Whether it’s musicians like Mitski or other performers, artists and writers, many are often subjected to giving themselves up in the process of producing art for the public. For Mitski, surviving in the music industry meant ignoring her personal boundaries, even to the point of almost quitting music. Her perspective questions the treatment of artists and how they are often reduced to a product in a way that separates them from their humanity. 

“[M]y heart really did start to go numb and go silent. And the problem with that is that I actually need my heart — my feelings — in order to write music. It was this paradox,” Mitski said in a Rolling Stone interview.

Artists are expected to be vulnerable and open about the inner motivations behind their art while in the spotlight, yet are simultaneously expected to cater their art towards something that is easily understandable to the general public.

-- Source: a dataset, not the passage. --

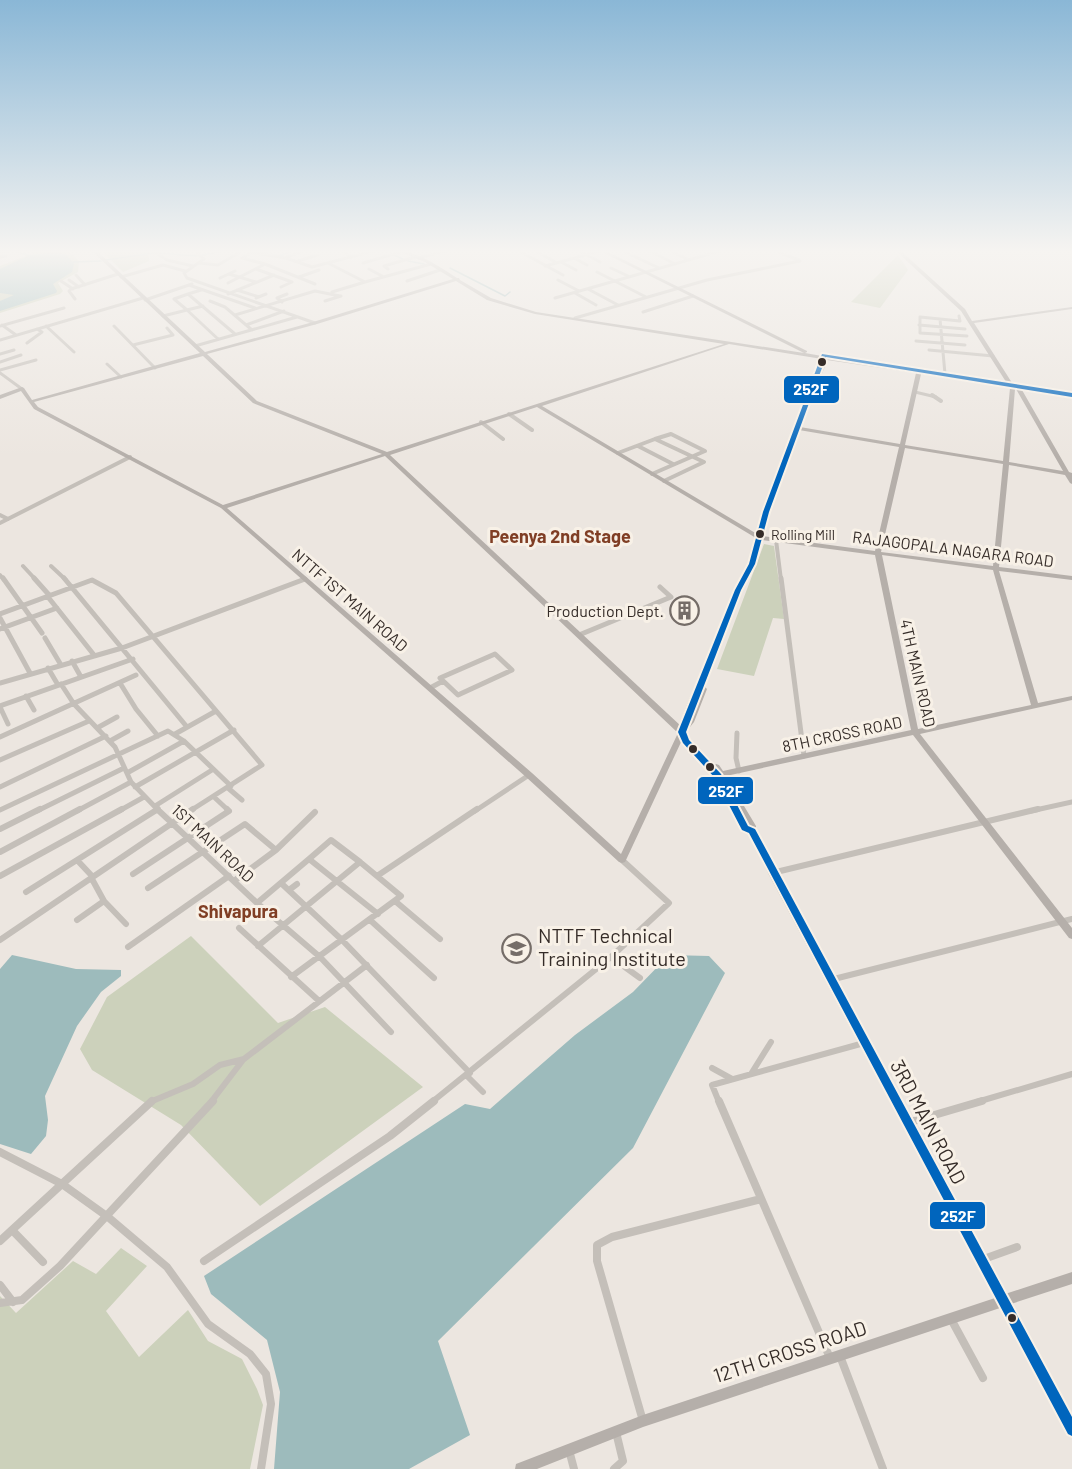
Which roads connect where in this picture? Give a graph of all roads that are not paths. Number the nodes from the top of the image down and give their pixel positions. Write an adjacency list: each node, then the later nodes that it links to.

Artists in every type of medium — music, film, writing, etc. — are often creatively exploited, either by their music label or simply due to agreements not being honored. Musicians are sometimes required to fill quotas as well. This means they would have to create a certain number of records, art pieces, films or any other medium they work with in order to satisfy and meet the demands of the companies they work under. Yet, these companies tend to focus more on the profits of an artist’s work rather than the mental strain creating vulnerable pieces can cause.

In 2020, rapper Ye — formerly known as Kanye West — pointed out how record label contracts exploit musicians by commodifying their work: not paying them wages as workers but instead as independent contractors. Due to this, artists are forced to continue making art that can be mentally strenuous in addition to satisfying their management.

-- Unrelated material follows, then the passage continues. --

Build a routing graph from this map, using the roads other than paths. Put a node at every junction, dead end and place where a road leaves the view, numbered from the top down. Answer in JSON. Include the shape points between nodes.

More and more, musicians are being exploited solely for profits by record labels and lose freedom in the work they produce. Companies lose sight of the work itself and the person behind the work in favor of greed. One major example is with singer-songwriter Taylor Swift, who is currently re-recording all of her albums after controversy over her previous record label, Big Machine Records, about owning her songs.  

In the contemporary art world, the same sentiments can be felt by artists who focus on physical art pieces like painting and sculpting. Artists are expected to create pieces that will succeed, often giving themselves up in the process — either mentally or physically — through the amount of pressure and work they put themselves through for their work. Additionally, the commodification of art has led to its loss of meaning. For example, contemporary art today is frequently being seen as a status symbol, purchased solely to signify wealth. This leads to the artist’s motivations behind the work to be cast aside. 

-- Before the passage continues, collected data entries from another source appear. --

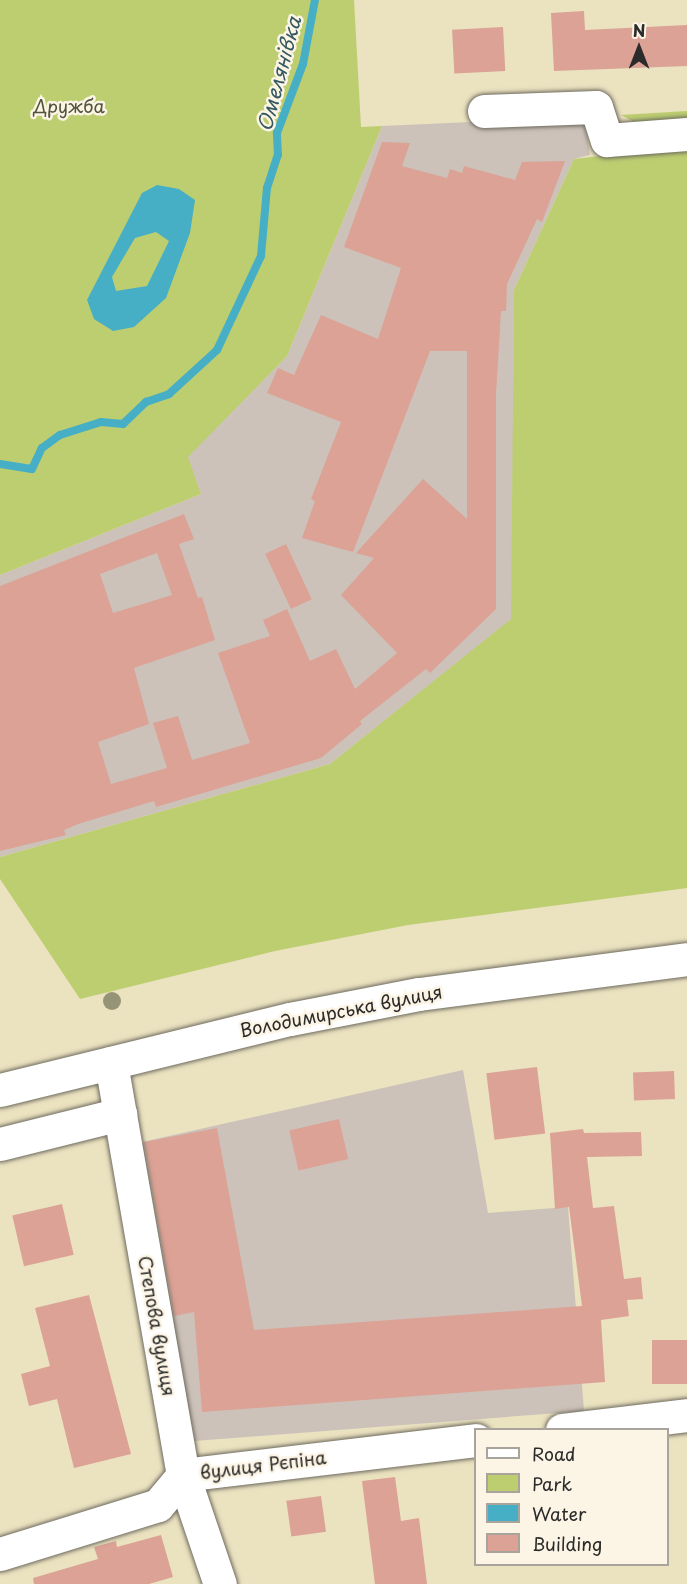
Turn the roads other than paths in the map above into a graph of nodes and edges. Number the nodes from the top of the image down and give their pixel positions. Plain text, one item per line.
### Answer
1 (484, 111) dead end
2 (687, 134) edge
3 (687, 958) edge
4 (111, 1063) junction
5 (0, 1090) edge
6 (120, 1114) junction
7 (0, 1144) edge
8 (687, 1415) edge
9 (579, 1428) edge
10 (474, 1440) edge
11 (183, 1474) junction
12 (0, 1554) edge
13 (220, 1584) edge

1 - 2 street
3 - 4 street, Володимирська вулиця
4 - 5 street, Володимирська вулиця
4 - 6 street, Степова вулиця
6 - 7 street
6 - 11 street, Степова вулиця
8 - 9 street
10 - 11 street, вулиця Рєпіна
11 - 12 street, вулиця Рєпіна
11 - 13 street, Степова вулиця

“Contemporary art has become a commodity. Some people are buying with their egos, not their eyes,” Sotheby’s Institute of Art Contemporary Art Program Director Kathy Battista said.

On top of the creative exploitation of artists, especially those that are more frequently in the spotlight, artists also have to deal with being fictionalized by fans. Artists who quickly climb the viral charts may be forced into the spotlight and into sharing parts of themselves or their work that they aren’t ready to share. One example is when singer-songwriter Olivia Rodrigo, who quickly went viral over her album “Sour,” was forced to deal with online fans dissecting her love life. It’s important for any fan or consumer of art to know that the musicians, writers, performers or any other artist that we enjoy regularly are human beings too.

As consumers, we need to know where to draw the line between being obsessed with an artist and admiring their work from afar. We shouldn’t pressure artists to release new work or reduce their work to be easily explainable to us. Sometimes art is meant to be enjoyed and appreciated, while sometimes it is meant to be not even completely understood but instead up to our own interpretation.